# Alternative use for a Forstner bit



## Marco Bernardini (Jun 17, 2014)

Today wifey was digging a trench for a pipe with a pick axe.
She bumped into a root of the persimmon tree, more or less 50 mm thick, which was too deep to be cut with a hack saw and too flexible for a chisel.
While she was cleaning the spark plug of the chainsaw to cut it, I mounted a 30 mm Forstner bit on the Bosch hand drill (it was too deep for the drill press too :rofl and made a hole into it: underground woodworking… but I get rid of that annoying root in a way faster than the chainsaw.
If you try this be careful: live wood is sticky!


----------



## chips&more (Jun 17, 2014)

Good job Marco and wife! But you might want to remember that when you saw a root in the dirt with a chain saw, the saw teeth get dull very quickly in and around the dirt. I have had good luck with a sawzall (the blades are cheap enough when the dirt eats them up). And also a hammer type drill with a spade bit. And I get the best results when I use my Milwaukee 60lb jack hammer with a clay scoop blade attached to it, it works great!


----------



## Marco Bernardini (Jun 17, 2014)

chips&more said:


> Good job Marco and wife! But you might want to remember that when you saw a root in the dirt with a chain saw, the saw teeth get dull very quickly in and around the dirt. I have had good luck with a sawzall (the blades are cheap enough when the dirt eats them up). And also a hammer type drill with a spade bit. And I get the best results when I use my Milwaukee 60lb jack hammer with a clay scoop blade attached to it, it works great!



Thanks for the suggestions!
A sawzall is into my "to buy" list, while the jack hammer is far beyond my goals (but I can borrow one if I need it).


----------



## Lornie McCullough (Jun 17, 2014)

Another vote for the sawzall...... it is the first tool I reach for after digging down to the roots.


----------



## Don B (Jun 17, 2014)

Marco Bernardini said:


> Today wifey was digging a trench for a pipe with a pick axe.
> She bumped into a root of the persimmon tree, more or less 50 mm thick, which was too deep to be cut with a hack saw and too flexible for a chisel.
> While she was cleaning the spark plug of the chainsaw to cut it



You let your wife use your chainsaw....!:thinking: I'd love to see my wife try a chainsaw, that would be hilarious, and potential fatal for anyone to close.)

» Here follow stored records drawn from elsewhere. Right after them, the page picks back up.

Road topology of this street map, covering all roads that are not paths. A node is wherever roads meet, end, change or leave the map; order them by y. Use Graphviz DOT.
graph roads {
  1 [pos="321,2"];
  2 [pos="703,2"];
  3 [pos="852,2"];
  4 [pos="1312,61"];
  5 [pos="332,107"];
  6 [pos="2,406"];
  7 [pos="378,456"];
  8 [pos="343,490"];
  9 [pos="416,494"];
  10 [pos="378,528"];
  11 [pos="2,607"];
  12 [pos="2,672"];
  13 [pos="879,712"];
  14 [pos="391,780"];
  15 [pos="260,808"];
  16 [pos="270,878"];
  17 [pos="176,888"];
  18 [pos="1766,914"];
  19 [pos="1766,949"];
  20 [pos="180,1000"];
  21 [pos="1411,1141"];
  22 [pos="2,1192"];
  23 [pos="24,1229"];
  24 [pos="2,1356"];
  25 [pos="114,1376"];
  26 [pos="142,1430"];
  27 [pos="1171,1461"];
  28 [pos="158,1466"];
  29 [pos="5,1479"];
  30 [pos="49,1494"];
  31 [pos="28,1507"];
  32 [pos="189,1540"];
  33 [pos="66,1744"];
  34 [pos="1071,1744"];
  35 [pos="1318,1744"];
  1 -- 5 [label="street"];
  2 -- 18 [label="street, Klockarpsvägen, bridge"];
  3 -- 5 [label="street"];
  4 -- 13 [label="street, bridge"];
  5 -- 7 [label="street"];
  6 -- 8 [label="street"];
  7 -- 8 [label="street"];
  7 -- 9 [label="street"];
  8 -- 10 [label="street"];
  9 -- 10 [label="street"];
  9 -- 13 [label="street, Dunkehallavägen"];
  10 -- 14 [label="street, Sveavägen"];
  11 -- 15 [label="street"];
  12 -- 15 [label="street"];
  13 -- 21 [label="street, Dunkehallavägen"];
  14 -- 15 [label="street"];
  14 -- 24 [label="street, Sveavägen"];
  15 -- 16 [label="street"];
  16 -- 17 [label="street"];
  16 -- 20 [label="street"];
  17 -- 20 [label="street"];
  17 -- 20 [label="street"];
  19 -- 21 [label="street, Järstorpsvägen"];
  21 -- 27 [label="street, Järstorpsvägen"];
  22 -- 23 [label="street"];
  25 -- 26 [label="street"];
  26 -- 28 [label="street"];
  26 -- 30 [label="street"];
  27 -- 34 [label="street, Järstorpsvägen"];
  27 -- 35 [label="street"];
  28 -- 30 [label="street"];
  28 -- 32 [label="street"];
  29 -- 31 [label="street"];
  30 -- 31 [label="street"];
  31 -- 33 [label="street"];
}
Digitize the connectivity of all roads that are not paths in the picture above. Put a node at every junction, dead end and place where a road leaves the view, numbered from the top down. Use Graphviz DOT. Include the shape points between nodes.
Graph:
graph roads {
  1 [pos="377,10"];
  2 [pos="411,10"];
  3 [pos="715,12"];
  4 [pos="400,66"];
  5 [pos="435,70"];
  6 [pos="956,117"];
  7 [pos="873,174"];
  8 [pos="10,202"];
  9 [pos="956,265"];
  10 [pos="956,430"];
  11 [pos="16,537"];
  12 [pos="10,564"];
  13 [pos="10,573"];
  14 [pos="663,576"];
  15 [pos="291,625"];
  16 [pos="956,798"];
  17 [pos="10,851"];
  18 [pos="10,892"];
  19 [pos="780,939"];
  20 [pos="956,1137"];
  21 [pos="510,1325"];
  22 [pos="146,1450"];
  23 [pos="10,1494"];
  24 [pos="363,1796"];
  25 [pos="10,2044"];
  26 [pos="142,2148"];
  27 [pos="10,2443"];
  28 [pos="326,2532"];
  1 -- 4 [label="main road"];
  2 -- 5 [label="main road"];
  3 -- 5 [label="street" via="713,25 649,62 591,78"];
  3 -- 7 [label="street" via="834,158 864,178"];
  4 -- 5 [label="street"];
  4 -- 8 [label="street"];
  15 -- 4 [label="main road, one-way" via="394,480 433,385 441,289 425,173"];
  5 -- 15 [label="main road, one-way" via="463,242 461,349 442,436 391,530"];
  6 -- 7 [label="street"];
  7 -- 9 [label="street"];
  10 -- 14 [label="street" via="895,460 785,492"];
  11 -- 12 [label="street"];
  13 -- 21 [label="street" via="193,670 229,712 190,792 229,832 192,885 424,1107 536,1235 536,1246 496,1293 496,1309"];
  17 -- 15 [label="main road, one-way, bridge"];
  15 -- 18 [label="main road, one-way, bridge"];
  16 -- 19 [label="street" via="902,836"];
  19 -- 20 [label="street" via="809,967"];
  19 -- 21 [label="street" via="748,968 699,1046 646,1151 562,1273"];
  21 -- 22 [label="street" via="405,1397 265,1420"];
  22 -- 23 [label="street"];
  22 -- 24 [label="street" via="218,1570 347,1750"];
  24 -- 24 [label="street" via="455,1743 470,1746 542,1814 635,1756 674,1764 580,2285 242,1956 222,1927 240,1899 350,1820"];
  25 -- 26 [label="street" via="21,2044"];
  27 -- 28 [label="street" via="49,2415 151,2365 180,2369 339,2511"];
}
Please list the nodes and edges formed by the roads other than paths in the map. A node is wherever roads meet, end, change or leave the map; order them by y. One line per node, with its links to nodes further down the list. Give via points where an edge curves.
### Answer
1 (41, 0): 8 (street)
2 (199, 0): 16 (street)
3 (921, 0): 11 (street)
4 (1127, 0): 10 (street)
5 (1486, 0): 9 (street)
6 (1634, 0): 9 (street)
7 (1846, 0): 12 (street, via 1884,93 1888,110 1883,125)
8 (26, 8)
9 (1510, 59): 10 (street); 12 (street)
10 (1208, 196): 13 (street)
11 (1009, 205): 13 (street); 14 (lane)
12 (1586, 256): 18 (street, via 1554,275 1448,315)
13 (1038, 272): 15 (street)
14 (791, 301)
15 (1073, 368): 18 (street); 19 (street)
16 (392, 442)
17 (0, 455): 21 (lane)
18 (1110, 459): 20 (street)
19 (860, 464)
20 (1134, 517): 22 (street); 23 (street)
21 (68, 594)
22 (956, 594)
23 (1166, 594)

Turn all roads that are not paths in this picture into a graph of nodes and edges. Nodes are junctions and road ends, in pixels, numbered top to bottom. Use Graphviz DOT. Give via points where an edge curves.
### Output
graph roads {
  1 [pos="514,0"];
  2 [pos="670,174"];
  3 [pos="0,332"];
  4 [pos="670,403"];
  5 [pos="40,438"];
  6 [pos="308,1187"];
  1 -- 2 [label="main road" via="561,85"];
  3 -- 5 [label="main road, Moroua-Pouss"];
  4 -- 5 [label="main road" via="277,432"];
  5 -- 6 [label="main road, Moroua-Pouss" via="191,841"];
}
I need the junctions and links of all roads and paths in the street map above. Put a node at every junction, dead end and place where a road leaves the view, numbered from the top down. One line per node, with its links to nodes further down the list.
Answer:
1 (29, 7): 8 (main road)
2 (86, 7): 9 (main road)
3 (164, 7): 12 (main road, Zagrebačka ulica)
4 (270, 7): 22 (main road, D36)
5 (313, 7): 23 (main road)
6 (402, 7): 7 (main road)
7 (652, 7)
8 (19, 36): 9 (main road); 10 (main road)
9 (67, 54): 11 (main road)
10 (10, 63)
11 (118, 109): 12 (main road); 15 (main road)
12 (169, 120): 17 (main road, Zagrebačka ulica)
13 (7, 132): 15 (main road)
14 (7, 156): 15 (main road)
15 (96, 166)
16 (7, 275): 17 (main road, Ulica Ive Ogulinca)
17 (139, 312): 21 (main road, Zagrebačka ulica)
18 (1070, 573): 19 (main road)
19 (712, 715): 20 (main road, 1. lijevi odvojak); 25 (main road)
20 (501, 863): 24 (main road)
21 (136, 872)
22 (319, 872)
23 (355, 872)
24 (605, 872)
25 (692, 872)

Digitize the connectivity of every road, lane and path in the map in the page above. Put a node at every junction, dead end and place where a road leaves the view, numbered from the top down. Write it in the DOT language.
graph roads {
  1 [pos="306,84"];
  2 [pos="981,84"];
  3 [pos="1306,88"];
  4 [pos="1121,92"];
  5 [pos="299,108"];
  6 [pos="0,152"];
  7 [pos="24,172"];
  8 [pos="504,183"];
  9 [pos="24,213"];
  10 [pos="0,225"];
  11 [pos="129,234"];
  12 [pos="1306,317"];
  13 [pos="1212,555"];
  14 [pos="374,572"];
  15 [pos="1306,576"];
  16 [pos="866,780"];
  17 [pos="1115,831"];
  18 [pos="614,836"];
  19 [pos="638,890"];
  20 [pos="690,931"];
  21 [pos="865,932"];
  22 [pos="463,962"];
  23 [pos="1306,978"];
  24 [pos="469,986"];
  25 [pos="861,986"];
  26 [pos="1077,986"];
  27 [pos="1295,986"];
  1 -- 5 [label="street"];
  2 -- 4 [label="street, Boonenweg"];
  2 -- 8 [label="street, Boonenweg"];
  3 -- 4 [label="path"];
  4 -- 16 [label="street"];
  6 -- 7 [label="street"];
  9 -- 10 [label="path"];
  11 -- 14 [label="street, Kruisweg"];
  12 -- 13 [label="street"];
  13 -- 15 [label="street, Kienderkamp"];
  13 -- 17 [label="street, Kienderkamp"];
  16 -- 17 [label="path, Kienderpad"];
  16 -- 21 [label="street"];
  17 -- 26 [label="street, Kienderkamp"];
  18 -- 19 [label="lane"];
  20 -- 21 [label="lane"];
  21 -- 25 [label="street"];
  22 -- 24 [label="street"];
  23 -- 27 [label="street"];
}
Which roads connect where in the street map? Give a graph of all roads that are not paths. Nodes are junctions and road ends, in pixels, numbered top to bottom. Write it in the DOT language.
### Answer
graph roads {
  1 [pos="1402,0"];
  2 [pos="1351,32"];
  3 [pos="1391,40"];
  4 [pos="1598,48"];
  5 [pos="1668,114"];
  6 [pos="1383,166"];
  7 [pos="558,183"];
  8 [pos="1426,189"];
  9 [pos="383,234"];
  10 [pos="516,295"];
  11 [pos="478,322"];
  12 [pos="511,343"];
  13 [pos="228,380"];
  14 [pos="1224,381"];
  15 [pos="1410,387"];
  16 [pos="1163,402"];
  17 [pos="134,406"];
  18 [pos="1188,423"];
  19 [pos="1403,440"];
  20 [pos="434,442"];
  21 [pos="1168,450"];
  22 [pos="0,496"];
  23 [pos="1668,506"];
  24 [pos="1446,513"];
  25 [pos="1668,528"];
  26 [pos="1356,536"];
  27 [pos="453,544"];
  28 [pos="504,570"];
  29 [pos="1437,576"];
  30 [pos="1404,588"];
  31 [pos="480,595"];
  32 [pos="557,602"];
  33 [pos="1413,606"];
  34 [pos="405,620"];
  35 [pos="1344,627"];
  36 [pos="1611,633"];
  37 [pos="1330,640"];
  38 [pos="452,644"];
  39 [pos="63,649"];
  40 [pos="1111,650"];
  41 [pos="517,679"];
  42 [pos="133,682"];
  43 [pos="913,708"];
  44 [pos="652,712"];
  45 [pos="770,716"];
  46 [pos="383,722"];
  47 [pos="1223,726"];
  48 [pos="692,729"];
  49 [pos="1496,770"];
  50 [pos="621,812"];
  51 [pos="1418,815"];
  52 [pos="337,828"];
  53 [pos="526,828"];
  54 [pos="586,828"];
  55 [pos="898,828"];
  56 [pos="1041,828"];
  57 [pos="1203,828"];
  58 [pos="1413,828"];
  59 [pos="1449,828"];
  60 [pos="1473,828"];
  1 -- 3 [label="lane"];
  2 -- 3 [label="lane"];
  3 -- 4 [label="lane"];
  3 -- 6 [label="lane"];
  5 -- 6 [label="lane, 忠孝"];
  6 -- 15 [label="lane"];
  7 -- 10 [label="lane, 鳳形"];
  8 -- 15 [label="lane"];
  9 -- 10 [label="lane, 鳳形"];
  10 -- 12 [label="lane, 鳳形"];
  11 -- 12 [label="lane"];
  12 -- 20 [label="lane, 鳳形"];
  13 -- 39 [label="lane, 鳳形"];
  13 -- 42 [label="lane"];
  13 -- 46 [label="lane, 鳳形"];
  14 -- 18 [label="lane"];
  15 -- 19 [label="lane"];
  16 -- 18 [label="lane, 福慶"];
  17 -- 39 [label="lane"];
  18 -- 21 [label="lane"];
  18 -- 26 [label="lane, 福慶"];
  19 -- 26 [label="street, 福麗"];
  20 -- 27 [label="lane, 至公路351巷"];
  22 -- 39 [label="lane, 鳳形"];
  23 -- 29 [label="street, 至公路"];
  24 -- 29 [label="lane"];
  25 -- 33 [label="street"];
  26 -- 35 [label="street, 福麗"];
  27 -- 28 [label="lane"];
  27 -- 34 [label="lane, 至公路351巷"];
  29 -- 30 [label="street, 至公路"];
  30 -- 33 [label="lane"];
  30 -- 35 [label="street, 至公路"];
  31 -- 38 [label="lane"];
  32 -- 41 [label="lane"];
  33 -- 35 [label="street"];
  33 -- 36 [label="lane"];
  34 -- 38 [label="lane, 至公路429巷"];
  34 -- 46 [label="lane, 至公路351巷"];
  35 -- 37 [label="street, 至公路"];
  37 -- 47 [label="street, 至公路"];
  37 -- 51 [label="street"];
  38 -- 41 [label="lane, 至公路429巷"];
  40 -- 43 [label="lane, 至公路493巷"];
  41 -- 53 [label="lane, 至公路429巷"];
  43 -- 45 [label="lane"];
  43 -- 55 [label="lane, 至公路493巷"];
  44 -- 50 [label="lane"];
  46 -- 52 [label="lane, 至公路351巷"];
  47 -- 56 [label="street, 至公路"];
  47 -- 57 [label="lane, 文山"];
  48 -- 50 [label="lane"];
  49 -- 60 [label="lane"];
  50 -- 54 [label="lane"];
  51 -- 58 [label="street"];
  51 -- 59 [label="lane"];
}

The Sawzall's are great, I also find this very useful for stuff like you where doing.
*Dremel Multi-max - Popular Items - eBay*


----------



## jpfabricator (Jun 17, 2014)

Just yesterday my wife texts me "I ran your weedeater out of string" I wonder what other tools she has been using when Im at work?:thinking:


----------



## mcostello (Jun 18, 2014)

I like the alternative use for a wife. Suppose She would dig a ditch for Me also? Please!)


----------



## Marco Bernardini (Jun 18, 2014)

mcostello said:


> I like the alternative use for a wife. Suppose She would dig a ditch for Me also? Please!)



:biggrin:
She is busy rebuilding the irrigation system, now!


----------



## Fabrickator (Jun 18, 2014)

Ever tried cutting aluminum with a Forstner bit?  I had to do a minor bore and I tried a 3/4".  It actually cut pretty well it producing very thin "potato chip" like shavings.  I wasn't going very deep and it wasn't a through cut and I'm not sure if it dulled the bit, but wood will bore quite easily with most anything so it was worth a try.

I never believed that I'd use a hole saw to cut 1/2" plate of steel, before I tired it.


----------



## Marco Bernardini (Jun 18, 2014)

Fabrickator said:


> Ever tried cutting aluminum with a Forstner bit?  I had to do a minor bore and I tried a 3/4".  It actually cut pretty well it producing very thin "potato chip" like shavings.  I wasn't going very deep and it wasn't a through cut and I'm not sure if it dulled the bit, but wood will bore quite easily with most anything so it was worth a try.
> 
> I never believed that I'd use a hole saw to cut 1/2" plate of steel, before I tired it.



I never tried the Forstner, but a couple of times I used one of these for aluminum:




I used it also on Ytong blocks (autoclaved aerated concrete), and after a couple of meters of hole (through many blocks!) the saw became totally toothless :whiteflag:


----------



## Walt (Jun 18, 2014)

Marco Bernardini said:


> Today wifey was digging a trench for a pipe with a pick axe.
> She bumped into a root of the persimmon tree, more or less 50 mm thick, which was too deep to be cut with a hack saw and too flexible for a chisel.
> While she was cleaning the spark plug of the chainsaw to cut it, I mounted a 30 mm Forstner bit on the Bosch hand drill (it was too deep for the drill press too :rofl and made a hole into it: underground woodworking… but I get rid of that annoying root in a way faster than the chainsaw.
> If you try this be careful: live wood is sticky!



Maybe a better tool for the job is a Pulaski:

http://en.wikipedia.org/wiki/Pulaski_(tool)

Or really, any old beat up axe. I cut lots of roots and these work about the best.

I agree that using a chain saw on a root isn't a good idea. It could result in a kickback and hurt the operator.

Walt


----------